DATA SUPPLIED section start

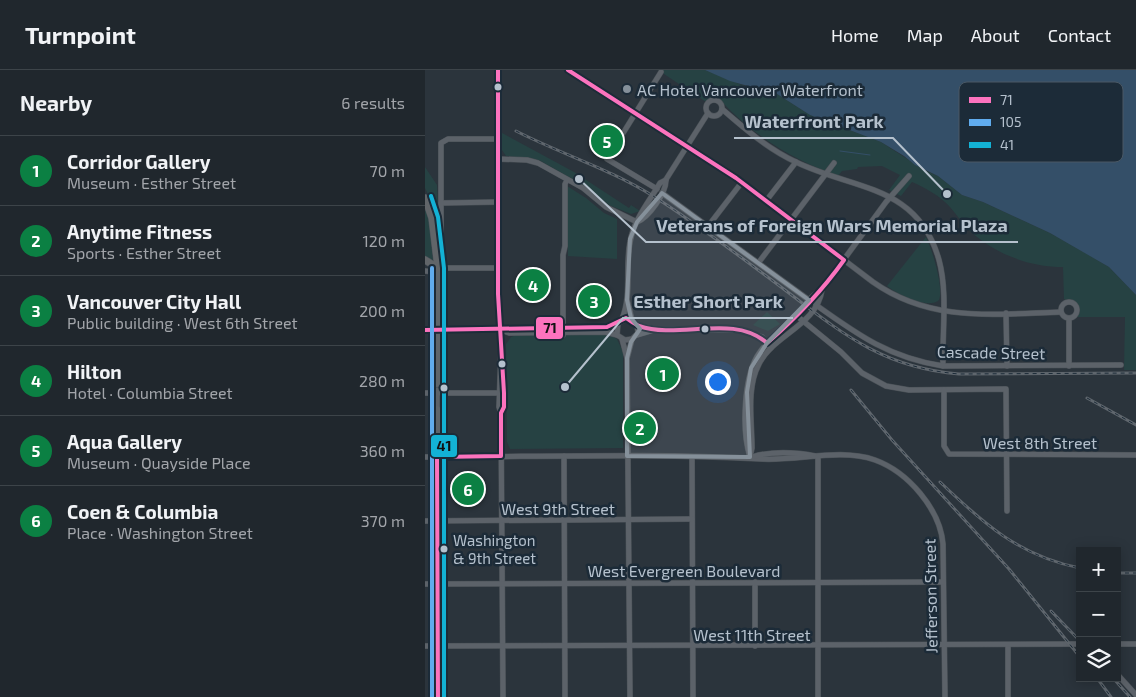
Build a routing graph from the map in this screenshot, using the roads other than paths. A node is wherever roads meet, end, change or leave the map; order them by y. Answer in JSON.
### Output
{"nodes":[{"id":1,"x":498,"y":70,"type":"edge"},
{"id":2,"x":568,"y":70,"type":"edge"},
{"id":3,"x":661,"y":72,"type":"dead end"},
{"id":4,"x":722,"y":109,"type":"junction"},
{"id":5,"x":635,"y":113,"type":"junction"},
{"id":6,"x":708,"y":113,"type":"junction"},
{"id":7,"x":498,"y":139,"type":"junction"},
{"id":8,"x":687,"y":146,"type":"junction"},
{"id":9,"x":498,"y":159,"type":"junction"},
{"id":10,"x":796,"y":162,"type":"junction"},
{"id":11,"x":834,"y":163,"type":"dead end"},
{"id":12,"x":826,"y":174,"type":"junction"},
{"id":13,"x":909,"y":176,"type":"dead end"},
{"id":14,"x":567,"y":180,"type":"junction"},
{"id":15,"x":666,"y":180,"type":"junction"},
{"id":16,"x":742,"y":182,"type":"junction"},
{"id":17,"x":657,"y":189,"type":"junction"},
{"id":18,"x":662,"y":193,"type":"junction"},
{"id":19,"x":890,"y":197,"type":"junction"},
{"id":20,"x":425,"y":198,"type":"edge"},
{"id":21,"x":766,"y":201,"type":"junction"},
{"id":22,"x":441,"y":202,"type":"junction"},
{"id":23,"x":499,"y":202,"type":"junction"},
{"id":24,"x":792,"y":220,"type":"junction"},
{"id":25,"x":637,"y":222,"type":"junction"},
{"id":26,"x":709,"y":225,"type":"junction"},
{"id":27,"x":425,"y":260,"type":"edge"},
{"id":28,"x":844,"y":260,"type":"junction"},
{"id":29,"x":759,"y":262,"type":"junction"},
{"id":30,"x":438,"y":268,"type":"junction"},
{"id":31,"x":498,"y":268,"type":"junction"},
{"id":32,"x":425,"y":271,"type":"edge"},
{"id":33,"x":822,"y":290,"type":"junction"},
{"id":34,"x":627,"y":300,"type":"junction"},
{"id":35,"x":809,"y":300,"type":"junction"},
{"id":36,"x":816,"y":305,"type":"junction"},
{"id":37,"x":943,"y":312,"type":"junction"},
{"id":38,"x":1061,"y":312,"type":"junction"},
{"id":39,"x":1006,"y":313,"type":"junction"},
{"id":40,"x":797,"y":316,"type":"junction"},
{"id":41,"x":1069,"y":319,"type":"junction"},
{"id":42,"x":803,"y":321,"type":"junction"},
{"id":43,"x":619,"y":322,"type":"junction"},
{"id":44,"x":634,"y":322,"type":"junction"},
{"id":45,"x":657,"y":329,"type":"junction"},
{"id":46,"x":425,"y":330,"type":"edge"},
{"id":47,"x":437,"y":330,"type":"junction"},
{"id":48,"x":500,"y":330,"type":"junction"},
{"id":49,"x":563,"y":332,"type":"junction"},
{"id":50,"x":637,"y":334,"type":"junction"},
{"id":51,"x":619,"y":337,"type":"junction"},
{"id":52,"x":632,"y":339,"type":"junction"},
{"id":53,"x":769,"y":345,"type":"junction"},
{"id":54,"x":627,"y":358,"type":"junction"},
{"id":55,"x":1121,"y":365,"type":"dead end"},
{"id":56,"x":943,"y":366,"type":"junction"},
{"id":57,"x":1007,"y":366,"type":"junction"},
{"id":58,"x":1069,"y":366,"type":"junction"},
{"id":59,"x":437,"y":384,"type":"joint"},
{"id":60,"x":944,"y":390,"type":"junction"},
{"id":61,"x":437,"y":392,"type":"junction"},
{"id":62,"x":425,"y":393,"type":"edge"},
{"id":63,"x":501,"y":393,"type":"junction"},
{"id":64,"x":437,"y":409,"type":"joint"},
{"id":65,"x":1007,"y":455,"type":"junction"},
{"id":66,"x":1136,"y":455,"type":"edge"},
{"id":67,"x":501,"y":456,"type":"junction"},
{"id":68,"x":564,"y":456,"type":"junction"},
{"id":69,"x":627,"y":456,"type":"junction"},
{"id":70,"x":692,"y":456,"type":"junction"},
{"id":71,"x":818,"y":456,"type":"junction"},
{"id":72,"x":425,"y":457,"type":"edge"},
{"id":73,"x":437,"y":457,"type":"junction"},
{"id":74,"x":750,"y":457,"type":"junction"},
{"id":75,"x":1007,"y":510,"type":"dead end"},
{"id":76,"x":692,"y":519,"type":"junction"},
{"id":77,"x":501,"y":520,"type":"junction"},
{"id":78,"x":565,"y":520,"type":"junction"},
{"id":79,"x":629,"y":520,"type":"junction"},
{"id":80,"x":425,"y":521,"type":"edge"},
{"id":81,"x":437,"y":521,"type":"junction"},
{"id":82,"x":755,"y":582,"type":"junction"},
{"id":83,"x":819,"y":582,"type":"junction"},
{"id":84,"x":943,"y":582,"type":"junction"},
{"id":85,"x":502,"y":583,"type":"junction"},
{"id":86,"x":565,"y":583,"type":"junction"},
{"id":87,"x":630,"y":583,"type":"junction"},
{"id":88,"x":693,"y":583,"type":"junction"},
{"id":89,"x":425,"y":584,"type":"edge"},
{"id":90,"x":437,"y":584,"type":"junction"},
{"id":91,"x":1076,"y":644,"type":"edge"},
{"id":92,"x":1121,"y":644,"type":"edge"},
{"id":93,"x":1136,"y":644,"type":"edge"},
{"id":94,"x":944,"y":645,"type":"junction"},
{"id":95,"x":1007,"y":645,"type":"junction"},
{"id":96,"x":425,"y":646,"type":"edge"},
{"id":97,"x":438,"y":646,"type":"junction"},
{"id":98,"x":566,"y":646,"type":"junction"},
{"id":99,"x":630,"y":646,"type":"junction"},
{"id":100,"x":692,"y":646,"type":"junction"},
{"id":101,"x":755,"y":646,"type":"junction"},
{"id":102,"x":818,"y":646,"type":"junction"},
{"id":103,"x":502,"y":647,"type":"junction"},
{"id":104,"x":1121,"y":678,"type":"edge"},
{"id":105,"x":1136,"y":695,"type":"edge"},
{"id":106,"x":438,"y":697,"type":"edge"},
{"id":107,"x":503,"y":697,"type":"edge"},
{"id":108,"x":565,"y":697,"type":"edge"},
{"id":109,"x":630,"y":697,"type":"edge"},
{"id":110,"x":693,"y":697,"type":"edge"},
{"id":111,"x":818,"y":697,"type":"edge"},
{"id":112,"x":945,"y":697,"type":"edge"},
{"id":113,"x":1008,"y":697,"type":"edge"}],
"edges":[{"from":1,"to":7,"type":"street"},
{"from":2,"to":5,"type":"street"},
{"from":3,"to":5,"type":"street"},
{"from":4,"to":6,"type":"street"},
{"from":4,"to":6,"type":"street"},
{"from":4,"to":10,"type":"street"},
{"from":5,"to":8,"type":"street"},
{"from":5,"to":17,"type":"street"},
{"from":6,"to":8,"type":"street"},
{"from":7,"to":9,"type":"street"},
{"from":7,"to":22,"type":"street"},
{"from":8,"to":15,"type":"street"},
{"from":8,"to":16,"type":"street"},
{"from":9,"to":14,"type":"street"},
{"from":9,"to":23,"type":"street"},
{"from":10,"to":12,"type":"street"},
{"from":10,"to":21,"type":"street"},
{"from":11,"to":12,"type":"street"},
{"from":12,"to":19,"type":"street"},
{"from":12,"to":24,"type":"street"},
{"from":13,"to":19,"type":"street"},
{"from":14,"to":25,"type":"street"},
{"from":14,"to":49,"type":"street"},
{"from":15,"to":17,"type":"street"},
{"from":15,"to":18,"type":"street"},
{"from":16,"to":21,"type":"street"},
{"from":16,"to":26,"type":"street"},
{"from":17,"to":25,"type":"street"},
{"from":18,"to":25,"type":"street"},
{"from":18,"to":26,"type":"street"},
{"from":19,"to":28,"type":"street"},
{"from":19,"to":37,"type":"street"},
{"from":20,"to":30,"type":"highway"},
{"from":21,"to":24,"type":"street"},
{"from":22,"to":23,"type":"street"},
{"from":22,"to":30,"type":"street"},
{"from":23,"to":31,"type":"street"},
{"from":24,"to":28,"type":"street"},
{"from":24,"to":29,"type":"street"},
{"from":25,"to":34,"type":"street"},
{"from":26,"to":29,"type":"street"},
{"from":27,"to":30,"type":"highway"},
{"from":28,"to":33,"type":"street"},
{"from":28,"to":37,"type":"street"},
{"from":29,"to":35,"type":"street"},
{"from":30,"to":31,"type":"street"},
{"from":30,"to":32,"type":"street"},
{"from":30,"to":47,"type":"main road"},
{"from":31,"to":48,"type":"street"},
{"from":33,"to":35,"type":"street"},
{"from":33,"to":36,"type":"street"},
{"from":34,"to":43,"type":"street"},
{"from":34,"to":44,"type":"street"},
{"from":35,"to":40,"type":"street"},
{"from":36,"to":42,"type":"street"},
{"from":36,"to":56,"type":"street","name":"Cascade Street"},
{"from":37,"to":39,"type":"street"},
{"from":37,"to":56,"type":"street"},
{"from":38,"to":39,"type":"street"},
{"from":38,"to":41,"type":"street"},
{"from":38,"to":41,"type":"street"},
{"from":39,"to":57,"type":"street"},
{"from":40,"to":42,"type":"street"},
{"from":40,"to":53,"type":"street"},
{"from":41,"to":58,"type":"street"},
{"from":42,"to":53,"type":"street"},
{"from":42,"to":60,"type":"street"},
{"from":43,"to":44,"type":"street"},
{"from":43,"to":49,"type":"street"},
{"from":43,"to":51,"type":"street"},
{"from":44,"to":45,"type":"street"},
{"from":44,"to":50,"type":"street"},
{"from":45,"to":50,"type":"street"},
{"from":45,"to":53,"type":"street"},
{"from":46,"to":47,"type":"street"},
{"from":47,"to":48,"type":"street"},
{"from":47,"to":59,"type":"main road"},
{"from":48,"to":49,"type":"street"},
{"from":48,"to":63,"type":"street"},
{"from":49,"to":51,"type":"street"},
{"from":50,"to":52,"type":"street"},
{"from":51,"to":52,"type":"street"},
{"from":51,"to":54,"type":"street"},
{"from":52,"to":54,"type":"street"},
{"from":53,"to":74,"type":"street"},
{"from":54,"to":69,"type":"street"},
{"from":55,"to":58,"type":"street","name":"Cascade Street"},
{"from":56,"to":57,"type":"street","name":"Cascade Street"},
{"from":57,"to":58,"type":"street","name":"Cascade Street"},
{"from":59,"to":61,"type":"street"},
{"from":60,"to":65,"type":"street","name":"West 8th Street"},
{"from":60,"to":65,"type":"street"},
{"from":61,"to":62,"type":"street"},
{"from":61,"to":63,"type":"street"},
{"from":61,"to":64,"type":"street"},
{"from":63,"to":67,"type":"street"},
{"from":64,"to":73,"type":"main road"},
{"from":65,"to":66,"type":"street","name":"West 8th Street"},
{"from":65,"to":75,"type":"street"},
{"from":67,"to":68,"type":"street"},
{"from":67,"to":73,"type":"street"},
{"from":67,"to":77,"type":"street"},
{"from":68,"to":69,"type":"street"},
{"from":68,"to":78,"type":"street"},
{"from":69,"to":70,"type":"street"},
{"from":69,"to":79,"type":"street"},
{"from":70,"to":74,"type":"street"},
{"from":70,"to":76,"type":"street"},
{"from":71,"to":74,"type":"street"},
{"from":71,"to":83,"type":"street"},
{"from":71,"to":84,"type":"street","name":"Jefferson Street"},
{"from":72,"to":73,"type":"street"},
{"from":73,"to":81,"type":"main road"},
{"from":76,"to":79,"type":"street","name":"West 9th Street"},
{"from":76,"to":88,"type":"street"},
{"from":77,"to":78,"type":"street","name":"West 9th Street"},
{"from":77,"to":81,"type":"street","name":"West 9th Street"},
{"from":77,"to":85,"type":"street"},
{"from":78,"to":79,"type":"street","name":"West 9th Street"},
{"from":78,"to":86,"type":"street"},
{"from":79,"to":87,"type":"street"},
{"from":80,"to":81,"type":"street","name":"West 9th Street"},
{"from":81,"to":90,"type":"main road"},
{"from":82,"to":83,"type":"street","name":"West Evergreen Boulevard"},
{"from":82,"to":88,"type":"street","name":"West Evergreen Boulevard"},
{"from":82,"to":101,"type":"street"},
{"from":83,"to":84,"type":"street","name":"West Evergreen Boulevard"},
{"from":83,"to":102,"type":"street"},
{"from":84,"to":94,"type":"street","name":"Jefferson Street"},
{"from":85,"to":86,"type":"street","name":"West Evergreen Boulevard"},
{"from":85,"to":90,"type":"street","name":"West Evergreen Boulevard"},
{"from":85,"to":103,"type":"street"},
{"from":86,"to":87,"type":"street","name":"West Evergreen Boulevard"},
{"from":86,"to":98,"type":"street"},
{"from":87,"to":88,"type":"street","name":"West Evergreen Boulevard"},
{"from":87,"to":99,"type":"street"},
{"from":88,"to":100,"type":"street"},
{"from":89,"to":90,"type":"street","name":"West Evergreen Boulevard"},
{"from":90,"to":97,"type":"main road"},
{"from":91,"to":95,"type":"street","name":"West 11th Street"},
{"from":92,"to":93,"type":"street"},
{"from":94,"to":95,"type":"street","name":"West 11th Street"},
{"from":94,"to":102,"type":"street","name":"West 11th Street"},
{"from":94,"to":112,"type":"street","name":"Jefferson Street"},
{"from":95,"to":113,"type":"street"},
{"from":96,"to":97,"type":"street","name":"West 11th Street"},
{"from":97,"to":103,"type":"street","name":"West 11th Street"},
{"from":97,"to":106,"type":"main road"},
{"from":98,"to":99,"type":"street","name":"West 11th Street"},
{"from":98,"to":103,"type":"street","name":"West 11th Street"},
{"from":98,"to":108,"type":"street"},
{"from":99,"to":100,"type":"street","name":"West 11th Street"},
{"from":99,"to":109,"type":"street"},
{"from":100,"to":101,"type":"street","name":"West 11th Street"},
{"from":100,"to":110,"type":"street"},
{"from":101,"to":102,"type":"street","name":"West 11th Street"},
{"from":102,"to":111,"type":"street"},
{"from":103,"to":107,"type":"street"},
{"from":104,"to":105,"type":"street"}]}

DATA SUPPLIED section end
DATA SUPPLIED section start

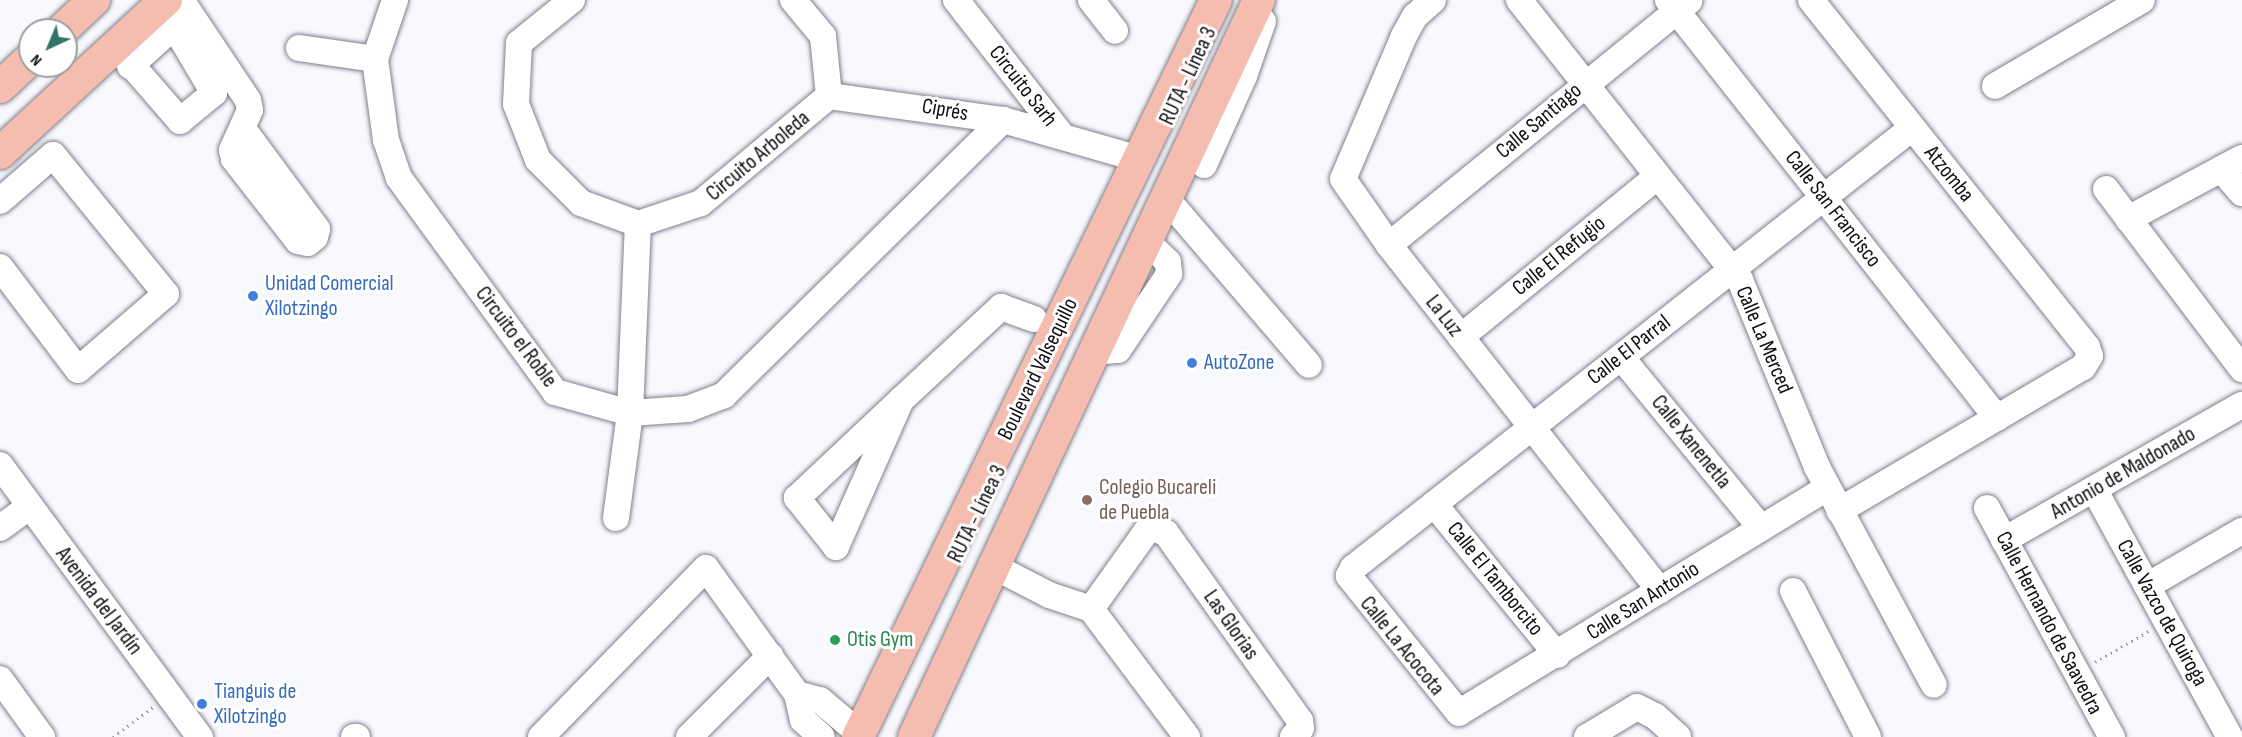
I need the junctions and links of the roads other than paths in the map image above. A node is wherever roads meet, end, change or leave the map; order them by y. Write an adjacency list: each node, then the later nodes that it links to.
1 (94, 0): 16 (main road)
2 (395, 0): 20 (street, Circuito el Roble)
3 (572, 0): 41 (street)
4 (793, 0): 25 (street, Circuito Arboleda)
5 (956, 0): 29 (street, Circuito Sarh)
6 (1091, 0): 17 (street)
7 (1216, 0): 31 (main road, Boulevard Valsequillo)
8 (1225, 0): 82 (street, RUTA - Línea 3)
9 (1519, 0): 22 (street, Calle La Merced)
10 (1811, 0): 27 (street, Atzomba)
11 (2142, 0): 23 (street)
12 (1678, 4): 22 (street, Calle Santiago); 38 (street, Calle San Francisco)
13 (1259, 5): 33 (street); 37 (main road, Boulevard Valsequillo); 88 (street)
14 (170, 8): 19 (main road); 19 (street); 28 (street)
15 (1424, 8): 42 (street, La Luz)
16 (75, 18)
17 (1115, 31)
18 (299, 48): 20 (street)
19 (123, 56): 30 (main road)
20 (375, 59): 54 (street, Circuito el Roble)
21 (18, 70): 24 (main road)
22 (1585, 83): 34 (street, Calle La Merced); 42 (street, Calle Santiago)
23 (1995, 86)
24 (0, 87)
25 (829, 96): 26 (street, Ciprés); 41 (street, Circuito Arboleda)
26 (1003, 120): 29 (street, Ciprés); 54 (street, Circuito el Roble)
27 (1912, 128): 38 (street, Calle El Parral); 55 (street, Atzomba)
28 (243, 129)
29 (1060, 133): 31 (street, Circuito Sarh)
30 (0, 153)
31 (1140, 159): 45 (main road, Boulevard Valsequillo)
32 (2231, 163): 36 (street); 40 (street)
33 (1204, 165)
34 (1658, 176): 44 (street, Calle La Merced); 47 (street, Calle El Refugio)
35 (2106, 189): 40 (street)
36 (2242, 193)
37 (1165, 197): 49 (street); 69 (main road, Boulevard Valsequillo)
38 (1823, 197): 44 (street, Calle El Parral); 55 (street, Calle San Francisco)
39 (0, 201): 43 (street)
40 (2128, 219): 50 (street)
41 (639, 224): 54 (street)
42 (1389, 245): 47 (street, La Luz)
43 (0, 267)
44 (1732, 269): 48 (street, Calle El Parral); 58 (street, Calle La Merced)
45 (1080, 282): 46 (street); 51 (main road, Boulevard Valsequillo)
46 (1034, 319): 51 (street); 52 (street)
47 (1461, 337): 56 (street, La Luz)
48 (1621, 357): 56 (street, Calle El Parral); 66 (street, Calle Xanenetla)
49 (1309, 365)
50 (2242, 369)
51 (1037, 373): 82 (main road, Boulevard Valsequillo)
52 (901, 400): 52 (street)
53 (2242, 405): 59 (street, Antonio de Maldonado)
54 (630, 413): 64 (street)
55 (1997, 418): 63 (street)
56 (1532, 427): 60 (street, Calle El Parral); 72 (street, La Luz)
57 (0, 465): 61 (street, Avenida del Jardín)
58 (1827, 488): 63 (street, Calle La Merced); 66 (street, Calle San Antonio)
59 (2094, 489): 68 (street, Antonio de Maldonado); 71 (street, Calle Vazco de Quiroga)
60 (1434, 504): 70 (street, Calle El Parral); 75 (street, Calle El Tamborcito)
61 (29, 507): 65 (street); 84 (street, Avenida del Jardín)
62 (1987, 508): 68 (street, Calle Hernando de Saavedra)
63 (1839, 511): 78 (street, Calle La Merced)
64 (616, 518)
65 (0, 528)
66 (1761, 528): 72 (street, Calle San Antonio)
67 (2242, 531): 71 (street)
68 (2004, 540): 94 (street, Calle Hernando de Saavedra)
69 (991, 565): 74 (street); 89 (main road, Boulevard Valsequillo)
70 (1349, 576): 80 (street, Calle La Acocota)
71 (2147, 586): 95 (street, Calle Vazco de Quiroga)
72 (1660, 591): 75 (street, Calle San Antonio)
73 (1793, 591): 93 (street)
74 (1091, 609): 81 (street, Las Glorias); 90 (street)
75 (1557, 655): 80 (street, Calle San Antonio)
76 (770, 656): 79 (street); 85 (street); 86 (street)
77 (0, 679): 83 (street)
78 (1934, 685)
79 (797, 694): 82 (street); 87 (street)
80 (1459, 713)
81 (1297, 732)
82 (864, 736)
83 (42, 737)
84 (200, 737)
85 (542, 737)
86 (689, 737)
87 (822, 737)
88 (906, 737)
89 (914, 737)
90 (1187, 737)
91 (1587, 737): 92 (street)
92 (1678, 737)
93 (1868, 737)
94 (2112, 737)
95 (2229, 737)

DATA SUPPLIED section end

PROMPT: Please copy out each line in the entries that mentions the string "Ciprés".

EXERCISE OUTPUT:
25 (829, 96): 26 (street, Ciprés); 41 (street, Circuito Arboleda)
26 (1003, 120): 29 (street, Ciprés); 54 (street, Circuito el Roble)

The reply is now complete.